"""add_scorer.py: your turn, write one more EVAL scorer and add it to the suite.

A scorer is a small function that takes (case, answer, trace) and returns a 3-tuple:
    (label, passed, detail)
where label is a short name, passed is True/False, and detail is a human note for failures.
Worked scorers are in ../solution/evals.py. Ideas for a new one:
  - score_no_repeat_tool: fail if the same tool was called more than N times (a loop smell)
  - score_latency_budget: fail if trace total duration is over a threshold
  - score_token_budget: fail if trace.total_tokens() exceeds a cap (cost control)

Steps:
  1. Write your scorer below.
  2. Add it to the SCORERS list (or pass scorers=[...] to run_suite).
  3. Run:  python add_scorer.py
"""

import sys, os
sys.path.insert(0, os.path.join(os.path.dirname(__file__), "..", "solution"))
import evals  # the worked harness


# TODO: write your scorer.

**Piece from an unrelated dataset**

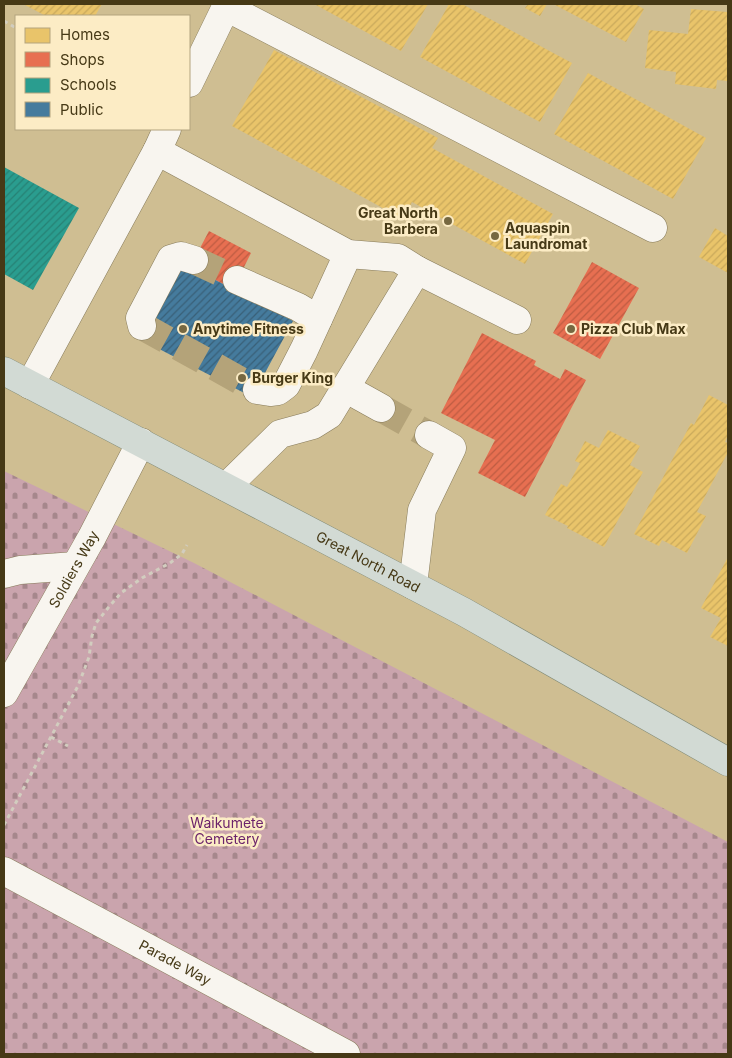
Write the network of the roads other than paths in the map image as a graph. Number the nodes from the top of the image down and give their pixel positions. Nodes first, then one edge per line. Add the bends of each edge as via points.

It receives the test case, the agent's answer, and the Trace.
def score_token_budget(case, answer, trace):
    cap = case.get("max_tokens", 5000)
    used = trace.total_tokens()
    return ("token_budget", used <= cap, f"used {used} tokens, cap {cap}")


if __name__ == "__main__":
    # Run the standard suite with your extra scorer appended.
    my_scorers = evals.SCORERS + [score_token_budget]
    evals.run_suite(scorers=my_scorers)
    # Tip: compare the scorecard to ../solution/evals.py running without your scorer.